Warner Bros. // 2010 // 929 Minutes // Not Rated
Reviewed by Judge David Johnson // December 22nd, 2011
Flights and tights.
It's been ten years of glimpses, promise, red herrings, canonic oddities, and male baldness but here we are, a decade since Smallville first hit the airwaves and Clark is finally ready to seize his destiny.
But there will be angst. Oh yes, there will be angst. Nothing is easy for mild-mannered Clark Kent (Tom Welling). He is tantalizingly close to realizing his destiny as Earth's greatest hero and possibly marrying Lois Lane (Erica Durance), but things keep getting in his way. First it was Lex Luthor, then it was Doomsday, and most recently Zod started messing with Clark's life. Now he faces his biggest challenge yet: Darkseid, the extraterrestrial super-menace who threatens to seduce the population of Metropolis into total darkness and possibly crash a huge-ass planet into Earth.
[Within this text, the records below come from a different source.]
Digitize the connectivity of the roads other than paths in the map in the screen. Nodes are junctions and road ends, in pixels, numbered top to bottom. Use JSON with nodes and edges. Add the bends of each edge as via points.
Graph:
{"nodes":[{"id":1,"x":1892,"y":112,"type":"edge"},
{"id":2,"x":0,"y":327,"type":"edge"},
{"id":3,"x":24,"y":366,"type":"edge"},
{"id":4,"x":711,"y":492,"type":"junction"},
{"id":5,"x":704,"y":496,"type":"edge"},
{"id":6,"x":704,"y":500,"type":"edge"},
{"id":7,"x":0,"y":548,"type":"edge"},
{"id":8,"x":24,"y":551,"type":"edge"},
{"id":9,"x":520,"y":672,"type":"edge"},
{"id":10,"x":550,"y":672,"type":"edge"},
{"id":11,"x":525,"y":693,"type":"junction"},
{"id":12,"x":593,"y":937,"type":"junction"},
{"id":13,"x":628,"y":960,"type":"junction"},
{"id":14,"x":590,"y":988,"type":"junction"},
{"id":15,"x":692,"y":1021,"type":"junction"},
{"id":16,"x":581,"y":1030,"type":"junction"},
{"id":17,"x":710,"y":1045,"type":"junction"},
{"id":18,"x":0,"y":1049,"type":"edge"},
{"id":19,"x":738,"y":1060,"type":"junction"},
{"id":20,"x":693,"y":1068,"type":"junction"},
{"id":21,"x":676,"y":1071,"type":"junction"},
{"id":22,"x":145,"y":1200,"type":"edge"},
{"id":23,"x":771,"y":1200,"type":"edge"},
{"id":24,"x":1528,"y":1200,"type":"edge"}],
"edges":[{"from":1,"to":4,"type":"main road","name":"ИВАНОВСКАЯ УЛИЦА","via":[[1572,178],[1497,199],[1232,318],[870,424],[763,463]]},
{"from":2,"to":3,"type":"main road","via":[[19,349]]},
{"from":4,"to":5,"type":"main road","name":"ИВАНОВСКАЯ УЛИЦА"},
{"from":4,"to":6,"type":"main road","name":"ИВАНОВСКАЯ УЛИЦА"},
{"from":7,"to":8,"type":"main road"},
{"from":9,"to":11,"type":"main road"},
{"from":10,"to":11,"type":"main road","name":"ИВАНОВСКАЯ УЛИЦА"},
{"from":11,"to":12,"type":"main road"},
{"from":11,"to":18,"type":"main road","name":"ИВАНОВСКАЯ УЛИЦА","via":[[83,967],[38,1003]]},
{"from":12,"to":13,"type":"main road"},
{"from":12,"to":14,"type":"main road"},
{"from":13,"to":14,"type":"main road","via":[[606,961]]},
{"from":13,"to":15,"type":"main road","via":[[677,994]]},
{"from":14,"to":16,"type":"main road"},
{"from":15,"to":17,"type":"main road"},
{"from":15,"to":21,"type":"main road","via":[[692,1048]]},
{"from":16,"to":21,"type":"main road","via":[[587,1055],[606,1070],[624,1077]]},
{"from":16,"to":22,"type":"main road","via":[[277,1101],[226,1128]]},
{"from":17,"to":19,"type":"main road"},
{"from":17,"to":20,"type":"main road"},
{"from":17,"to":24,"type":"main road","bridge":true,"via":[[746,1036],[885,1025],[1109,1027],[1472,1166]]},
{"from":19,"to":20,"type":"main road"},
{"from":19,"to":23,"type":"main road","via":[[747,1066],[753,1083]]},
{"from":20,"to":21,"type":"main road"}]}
The final season of Smallville is a perfect microcosm of the series -- at least my engagement with the series, which conveniently hailed back to Season 8, just when things shifted full-time to Metropolis and away from Dawson's Creek. It's an uneven affair, dotted with genuinely iconic and affecting imagery, and laughably moronic plot points. The good news? Unlike some other seasons, this finale pretty much nails it, offering virtually everything fans have been clamoring for since Clark first stumbled in front of Smallville High his freshman year. Even better news: No Lana Lang. After so much waiting and hoping, that's a major check mark in the positive column.
Actually, there are a lot of things that work here, most notably the Lois/Clark dynamic. Say what you will Lana fans, Lois and Clark are an iconic America pop culture duo. For the most part, the writers treat this pairing with the right amount of respect, doling out some memorable moments (the end of "Homecoming") and ensuring that episodes feature substantial advancements in their arc.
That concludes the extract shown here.